Mozilla will use this engine by adding browser-DOM classes such as Window, Document, Form, Anchor, etc., which are the "domain objects" that a browser manipulates, in the same way that Flash uses this engine by adding classes for its domain objects such as Sprites. Once this is done, webapp developers will be able to use AS3/ES4 as a fast, type-checked, object-oriented "JavaScript" if they want to.

So this has nothing to do with putting Flash into Firefox. Firefox users will still require the Flash plugin to run SWFs. But contributing a high-performance virtual machine for a type-checked, object-oriented language is still a big deal!

Ryan Stewart took notes of the Eich/Lynch chat session, and is checking on putting the entire log online. Current highlights include MXML/XUL harmonization.

Scott Gilbertson at WIRED has a good entry to the context and possible implications... the different roles of different ECMAScript implementations... the realworld problems of differing implementations of the same spec for the same work... curiosity about how Microsoft Internet Explorer will evolve.

Emmy Huang (Adobe staffer), on DevNet: "What Tamarin means to developers" "Because it is now available to anyone who wishes to use it, the code behind the lightweight, high-performance ActionScript Virtual Machine and Just-In-Time (JIT) compiler can be used to drive other applications and projects. 'Maybe someone will build a server that relies on the Tamarin virtual machine. Maybe someone will create a client-side product that uses it. Who knows? If you have a project that needs a modern, robust virtual machine, you can use ours,' said Sho Kuwamoto, senior director on the Flex Builder engineering team."

Mitchell Baker (Mozilla staffer) gives a high-level overview of what this may mean over the next few years. "The Internet is still new.
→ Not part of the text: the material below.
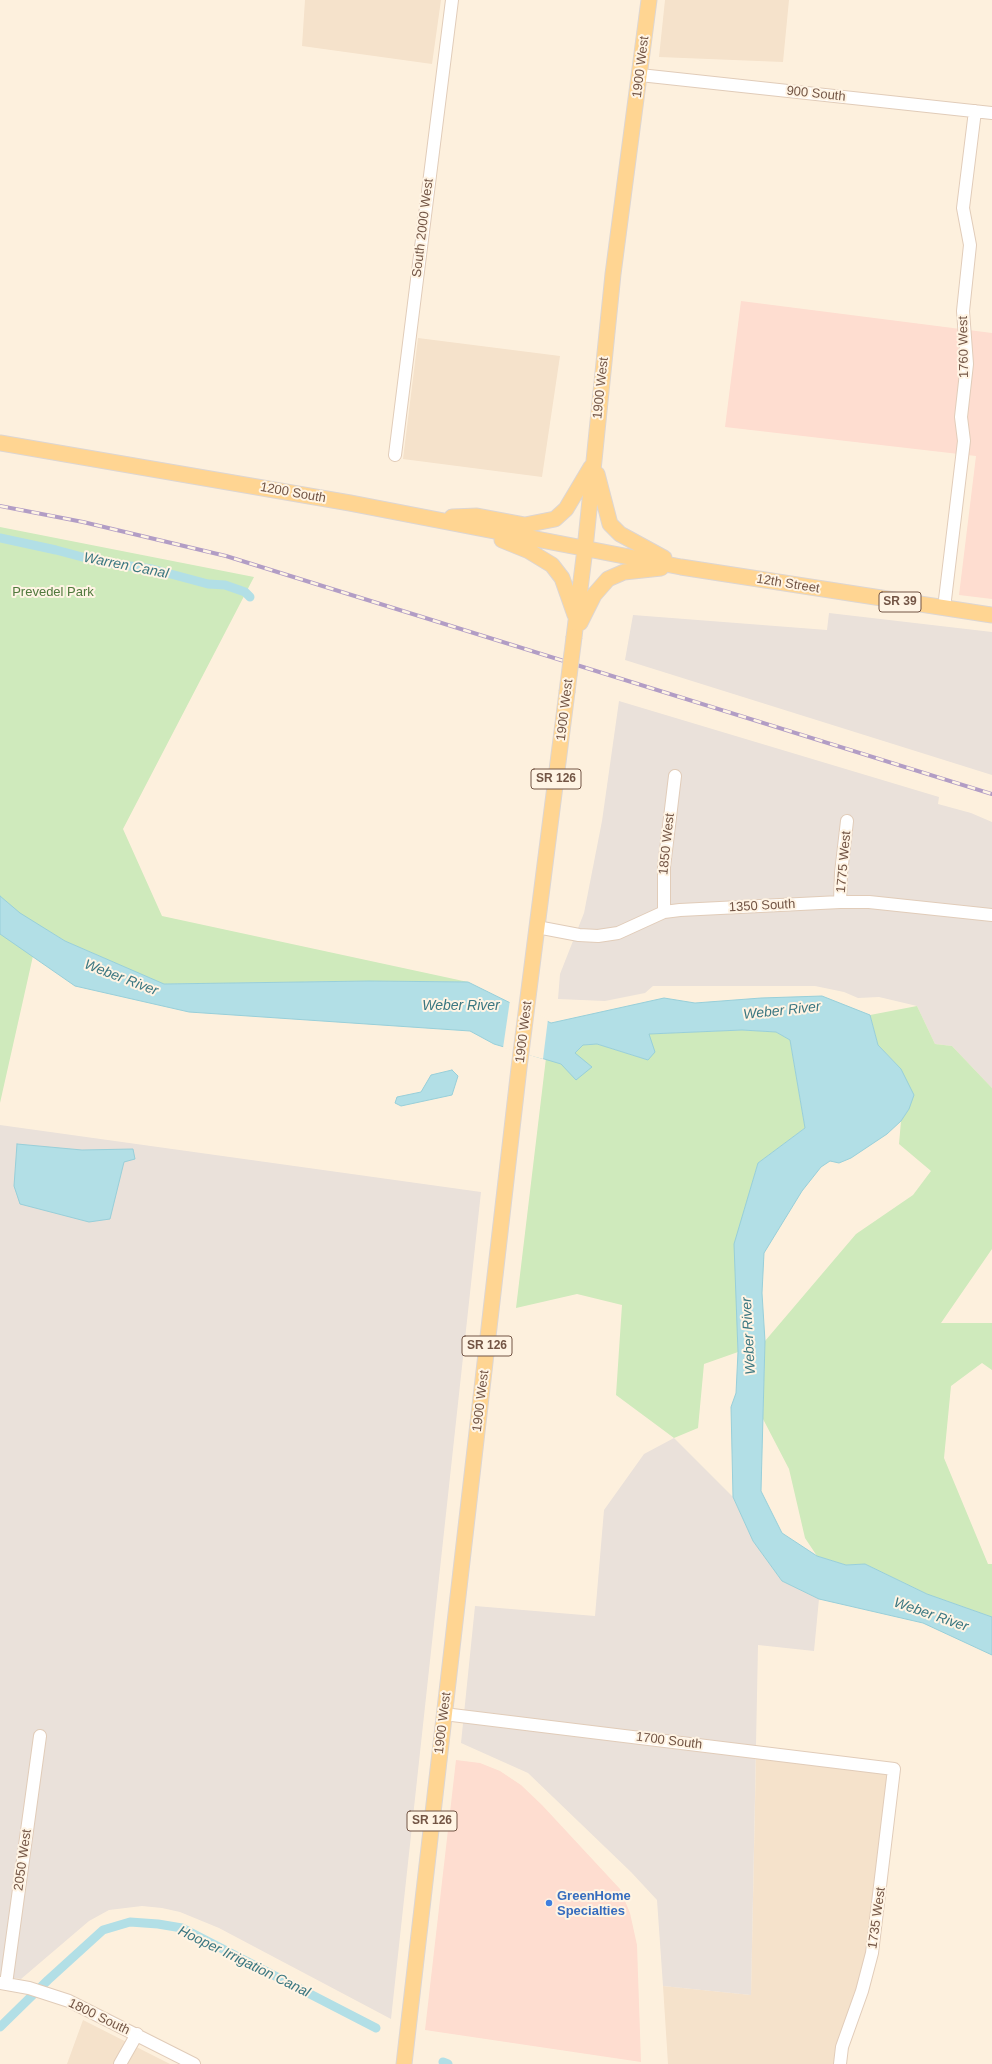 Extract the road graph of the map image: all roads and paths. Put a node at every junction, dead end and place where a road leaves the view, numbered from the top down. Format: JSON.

Our Mozilla 2 roadmap lays out areas where we can help improve the overall usefulness of the Internet. It's a challenging roadmap with a lot of great work to be done. The challenge matches the benefit -- an Internet where user experience is improving, where key technologies are both open standards and open source, and where increasing numbers of people can participate. It's exciting, it's fun and it's worthwhile."
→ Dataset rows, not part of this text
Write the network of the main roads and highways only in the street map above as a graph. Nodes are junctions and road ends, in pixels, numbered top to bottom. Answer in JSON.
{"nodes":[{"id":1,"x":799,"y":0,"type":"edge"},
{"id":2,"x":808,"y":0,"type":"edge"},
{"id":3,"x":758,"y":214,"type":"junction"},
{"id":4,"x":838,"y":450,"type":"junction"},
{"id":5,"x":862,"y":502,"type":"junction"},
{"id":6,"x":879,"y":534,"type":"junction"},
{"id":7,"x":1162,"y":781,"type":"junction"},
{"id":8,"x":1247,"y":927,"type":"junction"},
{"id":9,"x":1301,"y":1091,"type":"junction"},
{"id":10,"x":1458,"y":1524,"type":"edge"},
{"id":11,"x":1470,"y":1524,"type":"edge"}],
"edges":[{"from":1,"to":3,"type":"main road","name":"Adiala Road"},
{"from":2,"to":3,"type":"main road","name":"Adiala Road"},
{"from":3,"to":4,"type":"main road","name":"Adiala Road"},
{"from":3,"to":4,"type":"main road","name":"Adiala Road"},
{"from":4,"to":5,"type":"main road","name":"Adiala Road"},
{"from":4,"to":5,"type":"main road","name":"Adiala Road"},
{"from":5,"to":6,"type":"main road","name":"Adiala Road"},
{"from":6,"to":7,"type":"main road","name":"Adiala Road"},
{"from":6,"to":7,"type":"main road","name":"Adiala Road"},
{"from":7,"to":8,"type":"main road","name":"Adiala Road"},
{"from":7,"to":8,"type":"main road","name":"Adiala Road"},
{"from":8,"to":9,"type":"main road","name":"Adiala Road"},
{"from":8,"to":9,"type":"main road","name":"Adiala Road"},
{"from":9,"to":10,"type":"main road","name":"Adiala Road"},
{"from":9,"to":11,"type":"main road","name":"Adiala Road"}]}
Bill McCoy (Adobe staffer) goes into detail in comments on the two-step compilation process: from source script-text to platform-neutral deliverable bytecode, and then from delivered bytecode to machine-optimized native code.
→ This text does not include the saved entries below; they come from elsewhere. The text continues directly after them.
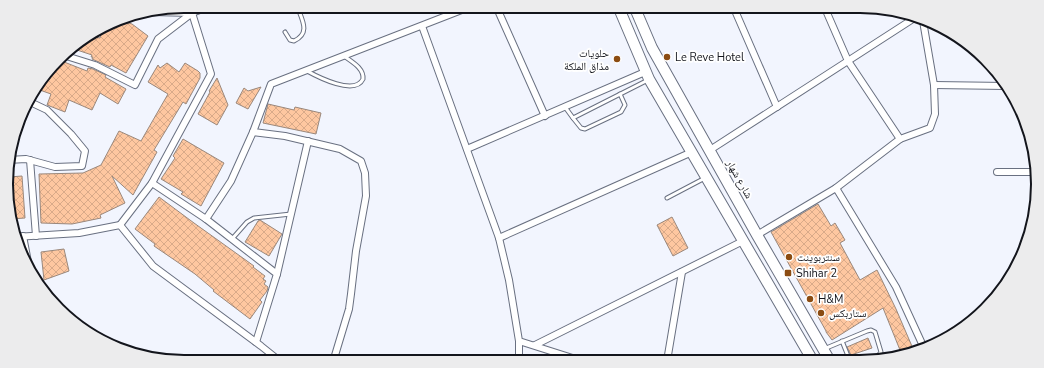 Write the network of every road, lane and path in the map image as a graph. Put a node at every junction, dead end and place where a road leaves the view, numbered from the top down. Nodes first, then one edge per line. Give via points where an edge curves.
1 (192, 13) joint
2 (299, 13) edge
3 (454, 13) edge
4 (499, 13) edge
5 (621, 13) edge
6 (637, 13) edge
7 (735, 13) edge
8 (827, 13) edge
9 (910, 21) edge
10 (422, 26) junction
11 (924, 26) edge
12 (286, 32) dead end
13 (344, 56) junction
14 (69, 57) edge
15 (848, 61) junction
16 (307, 71) junction
17 (647, 75) junction
18 (934, 85) junction
19 (1000, 86) edge
20 (620, 94) junction
21 (33, 103) edge
22 (565, 107) junction
23 (777, 107) junction
24 (545, 116) junction
25 (573, 118) junction
26 (253, 132) junction
27 (900, 139) junction
28 (308, 141) junction
29 (468, 149) junction
30 (710, 150) junction
31 (692, 152) junction
32 (14, 160) edge
33 (30, 160) junction
34 (997, 172) dead end
35 (1031, 172) edge
36 (707, 177) junction
37 (152, 183) junction
38 (836, 188) junction
39 (667, 198) dead end
40 (291, 214) junction
41 (206, 219) junction
42 (120, 225) junction
43 (757, 235) junction
44 (23, 236) joint
45 (36, 236) junction
46 (499, 238) junction
47 (232, 239) junction
48 (744, 241) junction
49 (25, 247) edge
50 (682, 272) junction
51 (277, 274) junction
52 (519, 341) junction
53 (842, 341) junction
54 (256, 342) junction
55 (922, 343) edge
56 (535, 345) junction
57 (823, 349) junction
58 (880, 354) edge
59 (272, 355) edge
60 (335, 355) edge
61 (519, 355) edge
62 (564, 355) edge
63 (668, 355) edge
64 (810, 355) edge
65 (826, 355) edge
66 (848, 355) edge

1 - 14 street via 158,39 135,85 95,65
1 - 37 street via 211,74
2 - 12 lane via 304,26 302,36 294,41 290,40
3 - 10 street
4 - 24 street
5 - 17 main road
6 - 30 main road, شارع شهار via 652,48
7 - 23 street
8 - 15 street
9 - 15 street
10 - 13 street
10 - 29 street
11 - 18 street
13 - 16 street
13 - 16 lane via 362,72 363,79 359,84 353,86 333,83
15 - 23 street
15 - 27 street
16 - 26 street via 271,84
17 - 20 lane
17 - 22 street
17 - 31 main road
18 - 19 street
18 - 27 street via 935,114 930,128
20 - 25 lane
20 - 25 lane via 625,105 621,112 585,129
21 - 33 street via 47,110 85,151 82,166 55,167
22 - 24 street
22 - 25 lane
23 - 30 street
24 - 29 street
26 - 28 street
26 - 41 street via 231,181
27 - 38 street
28 - 40 street
28 - 60 street via 340,149 352,155 361,161 365,173 366,196 349,310
29 - 46 street
30 - 43 main road, شارع شهار
31 - 36 main road
31 - 46 street
32 - 33 street
33 - 45 street
34 - 35 street
36 - 39 lane
36 - 48 main road
37 - 41 street
37 - 42 street
38 - 43 street
38 - 55 street via 896,287
40 - 47 lane via 254,218
40 - 51 street
41 - 47 street
42 - 45 street via 79,233
42 - 54 street via 153,266
43 - 57 main road, شارع شهار
44 - 45 street
44 - 49 street
46 - 52 street
47 - 51 street
48 - 50 street
48 - 64 main road
50 - 56 street
50 - 63 street
51 - 54 street
52 - 56 street
52 - 61 street
53 - 57 lane
53 - 58 lane via 867,330 875,332
53 - 66 lane
54 - 59 street
56 - 62 street
57 - 65 main road, شارع شهار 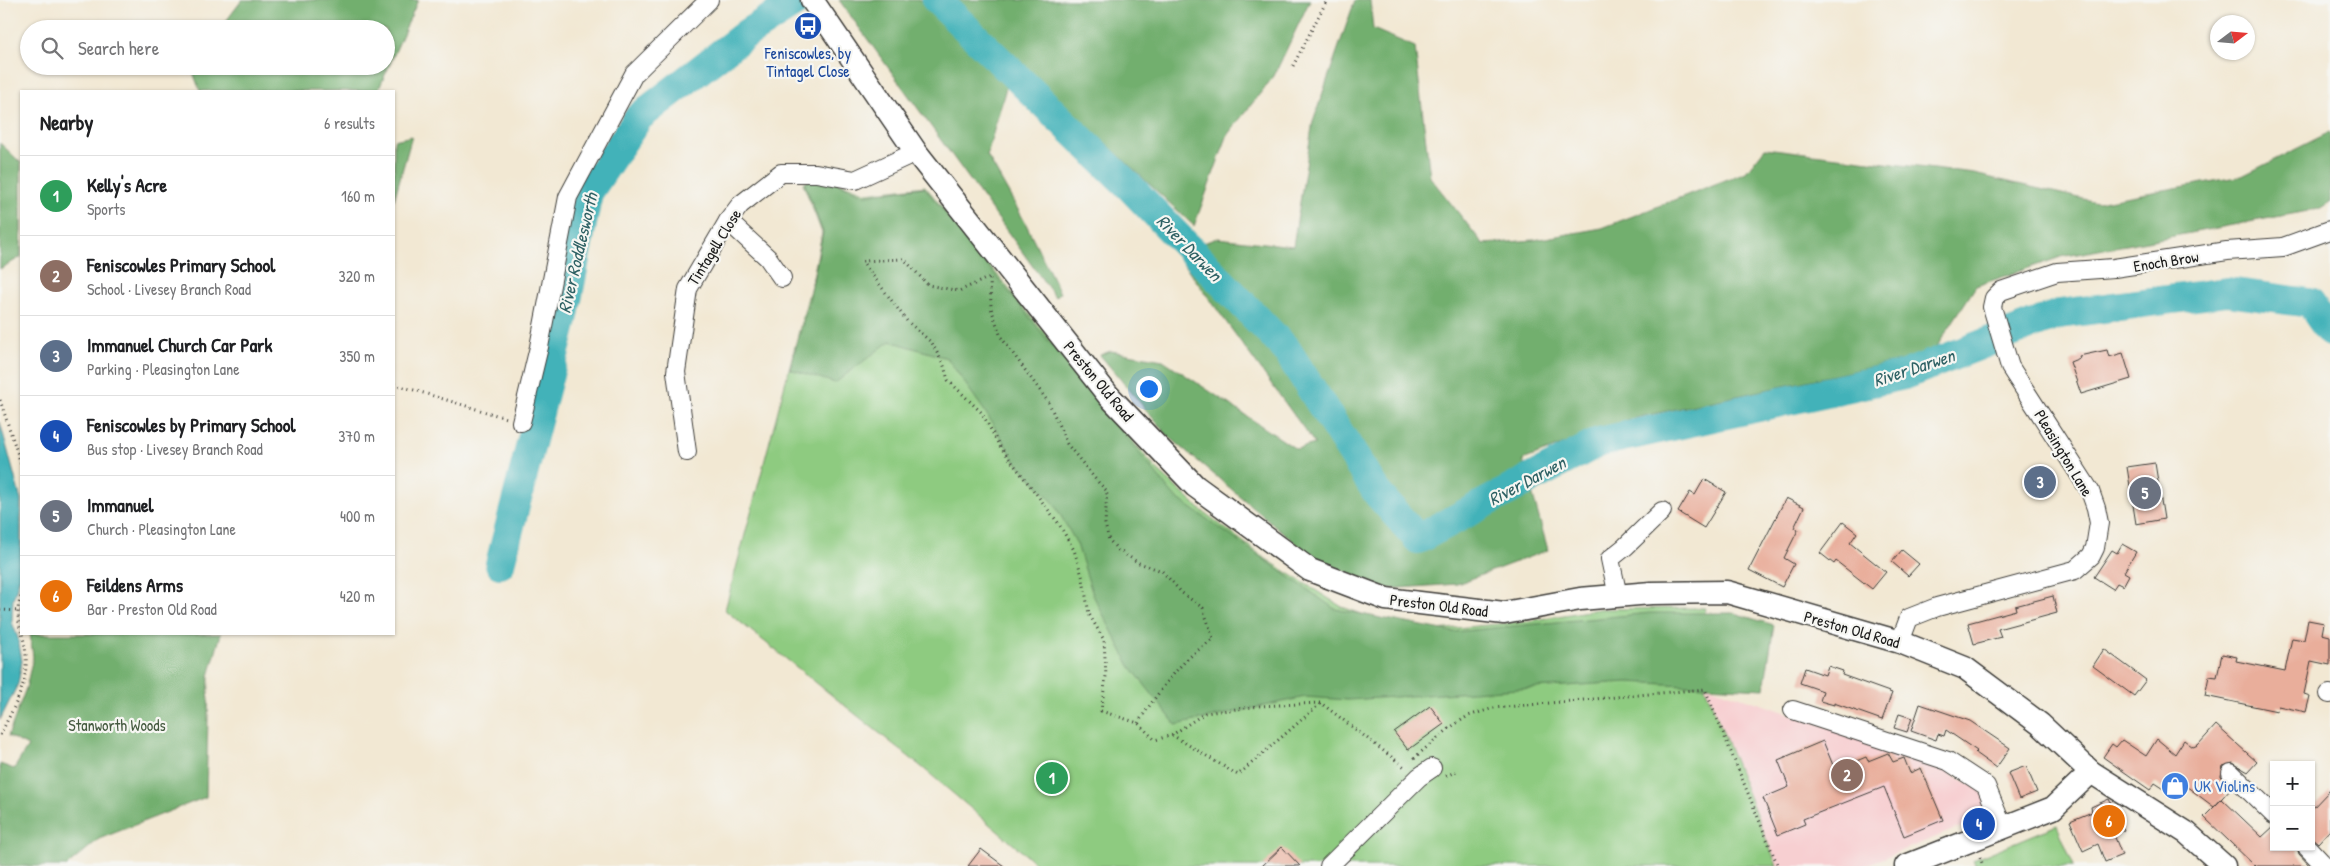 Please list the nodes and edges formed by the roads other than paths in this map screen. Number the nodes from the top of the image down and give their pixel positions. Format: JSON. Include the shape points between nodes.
{"nodes":[{"id":1,"x":709,"y":0,"type":"edge"},
{"id":2,"x":812,"y":0,"type":"edge"},
{"id":3,"x":916,"y":152,"type":"junction"},
{"id":4,"x":728,"y":221,"type":"junction"},
{"id":5,"x":2330,"y":230,"type":"edge"},
{"id":6,"x":782,"y":278,"type":"dead end"},
{"id":7,"x":2001,"y":291,"type":"joint"},
{"id":8,"x":521,"y":422,"type":"road end"},
{"id":9,"x":687,"y":452,"type":"dead end"},
{"id":10,"x":1662,"y":511,"type":"dead end"},
{"id":11,"x":1618,"y":596,"type":"junction"},
{"id":12,"x":1900,"y":642,"type":"junction"},
{"id":13,"x":1794,"y":710,"type":"dead end"},
{"id":14,"x":2090,"y":772,"type":"junction"},
{"id":15,"x":1425,"y":773,"type":"road end"},
{"id":16,"x":2231,"y":773,"type":"dead end"},
{"id":17,"x":2270,"y":811,"type":"edge"},
{"id":18,"x":2003,"y":828,"type":"junction"},
{"id":19,"x":2312,"y":851,"type":"edge"},
{"id":20,"x":2322,"y":860,"type":"edge"},
{"id":21,"x":1329,"y":866,"type":"edge"},
{"id":22,"x":1906,"y":866,"type":"edge"},
{"id":23,"x":2224,"y":866,"type":"edge"}],
"edges":[{"from":1,"to":8,"type":"street","via":[[634,74],[568,197]]},
{"from":2,"to":3,"type":"main road","name":"Preston Old Road"},
{"from":3,"to":4,"type":"street","name":"Tintagell Close","via":[[855,180],[816,173],[781,173],[740,205]]},
{"from":3,"to":11,"type":"main road","name":"Preston Old Road","via":[[1108,395],[1195,486],[1310,570],[1386,599],[1504,613],[1580,599]]},
{"from":4,"to":6,"type":"street","via":[[768,258]]},
{"from":4,"to":9,"type":"street","name":"Tintagell Close","via":[[688,289],[676,372]]},
{"from":5,"to":7,"type":"street","name":"Enoch Brow","via":[[2283,247],[2057,272]]},
{"from":7,"to":12,"type":"street","name":"Pleasington Lane","via":[[1994,298],[1992,307],[2010,367],[2090,490],[2098,523],[2096,548],[2075,570],[1937,607],[1908,618]]},
{"from":10,"to":11,"type":"street","via":[[1610,559]]},
{"from":11,"to":12,"type":"main road","name":"Preston Old Road","via":[[1727,592]]},
{"from":12,"to":14,"type":"main road","name":"Preston Old Road","via":[[1965,668],[2040,724]]},
{"from":13,"to":18,"type":"street","via":[[1948,761],[1986,786]]},
{"from":14,"to":18,"type":"main road","via":[[2053,808]]},
{"from":14,"to":23,"type":"main road","name":"Preston Old Road","via":[[2187,833]]},
{"from":15,"to":21,"type":"street"},
{"from":16,"to":17,"type":"street"},
{"from":18,"to":22,"type":"main road"},
{"from":19,"to":20,"type":"street"}]}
Neil McAllister writes in InfoWorld of how many of the early rushed reports got the details wrong. "It doesn't mean the Flash player is now open source. It doesn't mean Flash will now be better integrated with Mozilla Firefox. What it does mean, however, is that future versions of Firefox will probably do a better job of running JavaScript code than the current versions. And, because the Tamarin engine is still open source, the community will be able to examine and improve it, which will benefit Mozilla, Firefox, and Flash, all at the same time."

Benchmark tests between current SpiderMonkey and Tamarin engines, with both typed and untyped code. Results vary by the test, with all but two showing performance gains directly in Tamarin, and dramatic gains when strong typing is used. [via Paul Robertson]

Posted by JohnDowdell at November 7, 2006 10:02 AM

Comments

Ahh, thanks for this summary. The quote from Gordon Smith above really cleared things up for me.

Posted by: aq at November 7, 2006 12:20 PM

it was more hope than prediction; http://weblogs.macromedia.com/jd/archives/2005/12/my_prediction.cfm

glad to see we are on course :)

cheers,
:)

[jd sez: You were indeed prescient. Next time I need advice about the future I'll hunt for someone with no name but a gnomic little grin.... ;-) ]

Posted by: :) at November 7, 2006 01:28 PM

Thanks for collecting these links, and for linking back to my post. Note that your trackback to my blog took effect (it has to go through moderation), so no need to keep submitting it :-)

[jd sez: Sorry, yes, on each edit my MovableType installation wants to resubmit, and I have to cut it off manually. Thanks again for that writeup!]